The great thing about the academic experience is that it exposes you to many different tasks and experiences that are relevant to careers outside of the traditional tenure track. If you can identify the parts of your work that interest you the most (hint: these are probably the times when you're actually happy to be working rather than reading blogs), then you've already made a huge first step towards identifying your ideal career.
So: what do you enjoy most about your current situation? Straight-up lab work? Maybe a research position in industry would suit you. TAing? Maybe you'd like to be a teacher, or to work in a public communications role such as in a museum or science centre. Do you find yourself more drawn to the opinion pieces and corporate merger information than the research articles in Science and Nature? Consider a career in science policy, intellectual property, or business development.
Now find a way to do them more often
If you enjoy a specific part of your current position, find a way to incorporate more of it into your remaining time in academia. This is a good idea for two reasons
1) it gives you a better idea of whether you really do want a career that focuses on this one area
2) it gives you experience that will make your CV stand out from all the othersYou want to convince future interviewers that you're looking for a career, not a job; being proactive, not reactive; working to a long-term plan, not applying to any old scientific job that crops up in your local area. If you can point to areas of your CV that show a long-standing commitment to your chosen field (do this in the cover letter and - repeatedly - at interview), you will stand out from the pile of CVs stacked up in human resources.
My postdoc supervisor knew that I eventually wanted a job in scientific communication, and she was happy to help me gain more experience. I volunteered to edit and proofread manuscripts and studentship / fellowship applications written by other lab members. I wrote parts of her grant applications and progress reports.But don't just rely on your boss; look for other opportunities too. My department had a newsletter, run by some of the grad students, so I wrote articles whenever I had time. I volunteered for Let's Talk Science, an outreach programme that took us into high schools to, well, talk about science.

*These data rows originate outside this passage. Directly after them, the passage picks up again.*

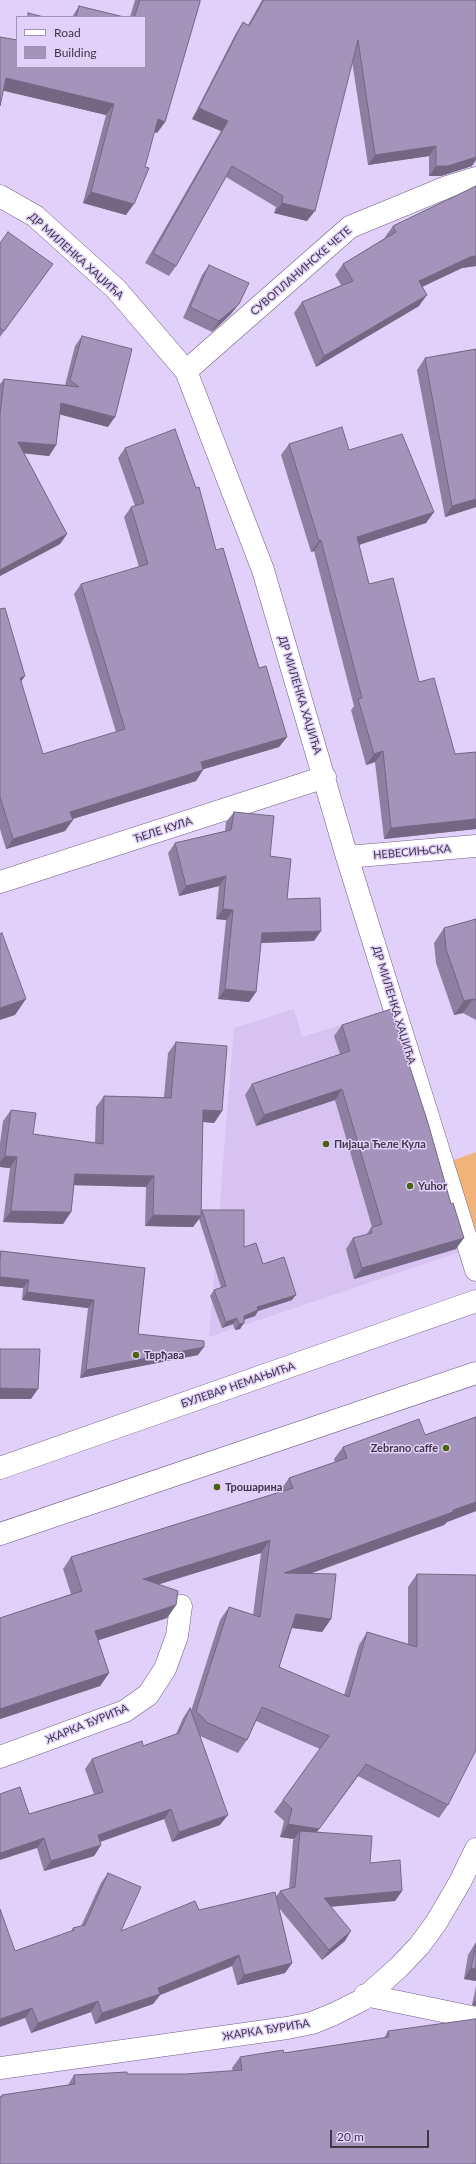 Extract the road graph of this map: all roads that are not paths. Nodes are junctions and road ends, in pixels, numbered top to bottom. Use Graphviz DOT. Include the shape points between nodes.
graph roads {
  1 [pos="476,178"];
  2 [pos="0,196"];
  3 [pos="186,371"];
  4 [pos="325,777"];
  5 [pos="476,846"];
  6 [pos="347,857"];
  7 [pos="0,882"];
  8 [pos="476,1270"];
  9 [pos="476,1301"];
  10 [pos="476,1373"];
  11 [pos="0,1468"];
  12 [pos="0,1534"];
  13 [pos="181,1606"];
  14 [pos="0,1757"];
  15 [pos="476,1849"];
  16 [pos="365,1995"];
  17 [pos="476,2018"];
  18 [pos="0,2068"];
  1 -- 3 [label="street, СУВОПЛАНИНСКЕ ЧЕТЕ" via="447,187 350,227"];
  2 -- 3 [label="street, ДР МИЛЕНКА ХАЏИЋА" via="35,216 116,289"];
  3 -- 4 [label="street, ДР МИЛЕНКА ХАЏИЋА" via="262,570"];
  4 -- 6 [label="street, ДР МИЛЕНКА ХАЏИЋА"];
  4 -- 7 [label="street, ЋЕЛЕ КУЛА"];
  5 -- 6 [label="street, НЕВЕСИЊСКА"];
  6 -- 8 [label="street, ДР МИЛЕНКА ХАЏИЋА"];
  9 -- 11 [label="street, БУЛЕВАР НЕМАЊИЋА"];
  10 -- 12 [label="street"];
  13 -- 14 [label="street, ЖАРКА ЂУРИЋА" via="177,1636 167,1663 148,1696 125,1711"];
  15 -- 16 [label="street, ЖАРКА ЂУРИЋА" via="460,1882 426,1936 399,1967"];
  16 -- 17 [label="street"];
  16 -- 18 [label="street, ЖАРКА ЂУРИЋА" via="362,2000 334,2014 306,2024"];
}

Writing and communication are relatively easy examples, because they're such a large part of academic science anyway. But you should be able to find ways to gain more experience regardless of your chosen future field. Just volunteer for anything even vaguely related - even if you end up spending a lot of time proofing legal documents from your technology transfer department, sitting in committee meetings, volunteering for ethics review boards or whatever, you can find a way to get the right experience and flesh out your CV. (That's the other great thing about the academic experience; always more tasks than volunteers).Again, you don't have to stick to academia - maybe a local charity would appreciate some help with their own newsletter or website. Maybe you have a friend who could use a fresh pair of eyes on her big sales report. The skewed tasks:volunteers ratio is not just an academic phenomenon...
Repeat ad infinitum
Hopefully the advice above will help you to make that first step into your new career. But don't stop now! Your first non-academic position is unlikely to be the amazing dream job that you will do for the rest of your life, but it will expose you to another, broader, range of experiences. For example, as well as the grant writing that is my day-to-day focus, my new job also gets me involved in public relations, website design and intellectual property issues. I haven't quite figured out which parts I enjoy the most (definitely not intellectual property!), but you can bet that as soon as I do, I'll start volunteering for more of it.
4 comments:
This is one awesome post.
I concur with bean-mom! Thanks! This blog is becoming Grad School 101. I love it. This post needs to be part required reading for 1st years.
Excellent post and great advice, as always. It's interesting, though, that one of the reasons I embarked on my "alternative career" is the exact opposite of yours--I didn't like writing papers at all in grad school and thought the traditional tt career would involve way too much writing for my taste! :-)
Thanks all!
Mad Hatter, academia is just like evolution. There are niches and sub-niches for everyone to diverge into - you just have to be fitter for your chosen niche than your rivals!